When Reality And The Law Meet

Well, here’s some fun — and it took place in Britishland of all places, where more stupid laws have recently been passed than in any country outside the ‘Stans or California.

The Supreme Court in London has ruled that, for the purposes of judging matters of equality, terms like ‘woman’ and ‘sex’ refer to biological sex, not gender.

Campaigners have hailed the “death” of self-identification as the UK Supreme Court in Westminster ruled on Wednesday morning that the UK’s Equality Act 2010 refers to “biological women and biological sex”.

The court has ruled: “The definition of sex in the Equality Act 2010 makes clear that the concept of sex is binary, a person is either a woman or a man.”

Judge Lord Patrick Hodge said in the ruling that the body of five judges had unanimously agreed that a man with a Gender Recognition Certificate, a UK legal paper that recognises that person’s assumed gender when it is other than their biological sex, could not be counted as a woman when it came to equality legislation.

Excuse me for a second…

Oooooh the trannies are going to go apeshit — but nobody of right mind is going to care.

Frankly, I’m just appalled that it took fucking lawyers to state (unanimously, even!) the obvious fact that right-thinking people have always known.

I love the pic that Breitbart used:


I kinda feel the same way.

Elsewhere:

The government of Prime Minister Viktor Orbán in Hungary officially recognized the scientific fact that there are only two genders, in the nation’s constitution.

The 15th amendment to the Hungarian constitution was overwhelmingly ratified by Budapest’s Országgyűlés parliament this week by a margin of 140 votes in favour to 21 votes against, Magyarnemzet reported.

But wait!  There’s MOAR!

The 15th Amendment will also impact other areas of civil society, for instance, enshrining the right for Hungarians to pay for goods and services with cash money.

It comes amid increasing efforts within Europe and elsewhere to institute Central Bank Digital Currencies (CBDCS), which opponents warn would enable more state controls on how people spend their own money.

I’d like to see that enshrined here too, purely as a prophylactic measure.  Because I don’t trust government, any government and even the one we’ve got here at the moment.

And I have the Founding Fathers on my side.

The REAL Big Loser?

Last week the Supreme Court dealt what seems to be a massive blow to the bureaucracy of the modern Administrative State — wherein an agency can become a de facto mini-state by creating and interpreting its own regulations, and then enforcing them without much in the way of legal oversight and defense.

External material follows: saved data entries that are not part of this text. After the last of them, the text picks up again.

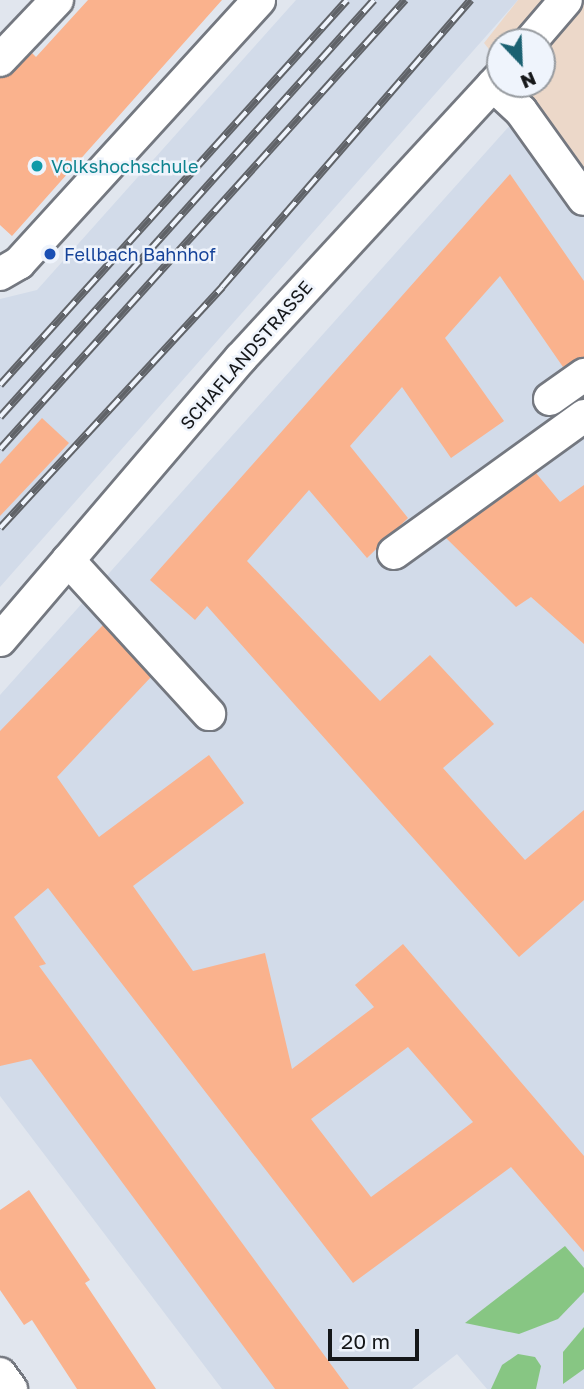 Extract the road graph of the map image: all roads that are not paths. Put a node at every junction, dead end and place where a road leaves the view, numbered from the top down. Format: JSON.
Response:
{"nodes":[{"id":1,"x":57,"y":0,"type":"edge"},
{"id":2,"x":258,"y":0,"type":"edge"},
{"id":3,"x":566,"y":0,"type":"edge"},
{"id":4,"x":542,"y":28,"type":"edge"},
{"id":5,"x":0,"y":60,"type":"edge"},
{"id":6,"x":486,"y":93,"type":"edge"},
{"id":7,"x":511,"y":98,"type":"edge"},
{"id":8,"x":584,"y":199,"type":"edge"},
{"id":9,"x":0,"y":274,"type":"edge"},
{"id":10,"x":584,"y":375,"type":"edge"},
{"id":11,"x":550,"y":399,"type":"dead end"},
{"id":12,"x":584,"y":416,"type":"edge"},
{"id":13,"x":394,"y":553,"type":"dead end"},
{"id":14,"x":68,"y":560,"type":"junction"},
{"id":15,"x":0,"y":640,"type":"edge"},
{"id":16,"x":209,"y":714,"type":"dead end"},
{"id":17,"x":0,"y":1374,"type":"edge"},
{"id":18,"x":11,"y":1389,"type":"edge"}],
"edges":[{"from":1,"to":5,"type":"street"},
{"from":2,"to":9,"type":"street"},
{"from":3,"to":4,"type":"street"},
{"from":6,"to":14,"type":"street","name":"SCHAFLANDSTRASSE"},
{"from":7,"to":8,"type":"street"},
{"from":10,"to":11,"type":"street"},
{"from":12,"to":13,"type":"street"},
{"from":14,"to":15,"type":"street","name":"SCHAFLANDSTRASSE"},
{"from":14,"to":16,"type":"street"},
{"from":17,"to":18,"type":"street"}]} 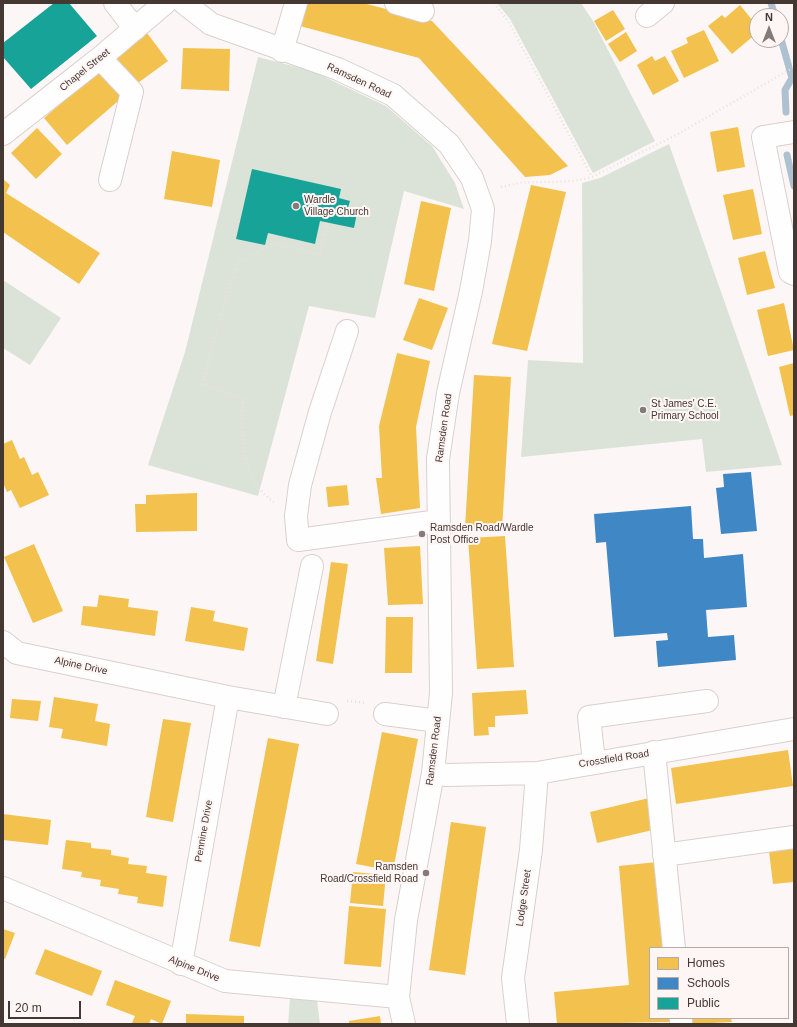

The beacon in this ruling is SEC v. Jarkesy, which noted “…the Securities Exchange Commission’s power to serve as enforcer, prosecutor, judge, jury, and executioner in administrative proceedings for violating the securities laws. The Court found that the defendants are entitled to a jury trial before an Article III judge.”

Needless to say, the gun guys — especially these folks, from whom I excerpted and modified the previous paragraph — who have long suffered such iniquity at the hands of the loathsome Alcohol, Tobacco & Firearms (ATF) agency, are all over this.

However, lost in all this excitement is the agency which I think has the most to lose from Jarkesy  (and the earlier Loper Bright v. Raimondo decision).

I refer here to the still-more loathsome Internal Revenue Service (IRS), who have always been able to bludgeon taxpayers in this manner.  They have their own regulations, their own courts and, lest we forget, a veritable army of well-armed minions who are only too willing to enforce their agency’s regulatory diktat.  I remember seeing on TV an excellent summary of the power of the IRS when a judge said, “So basically, in order to win your case against this man, all the IRS has to do is prove that they followed their own internal procedures properly?”  to which the IRS lawyer said, “Yes, your Honor.”

Massive rafts of tax law have given birth to an entire world of tax lawyers and -accountants (both in private practice and in the IRS itself), which is in itself excessive and burdensome.  (I am reminded of the way colonial Hong Kong collected income tax:  once a year the taxpayer took to the tax office his employer’s statement of his gross salary paid, and he would write out a cheque for 5% of that total to the government.  That’s it.  Imagine the impact of that scenario in the United States today.)

Anyway, I’m not only not a lawyer, but I also don’t play one on TV and I sure as hell don’t play one on this blog.  But I am generally cognizant of the bigger picture, and I’m just wondering if the greatest losers of the Lopez Bright  and Jarkesy  decisions will not be the horrible SEC, EPA and ATF, but the fouler-still IRS.

I am sure that the Powdered Wigs among my Readership will be only too pleased to set me straight.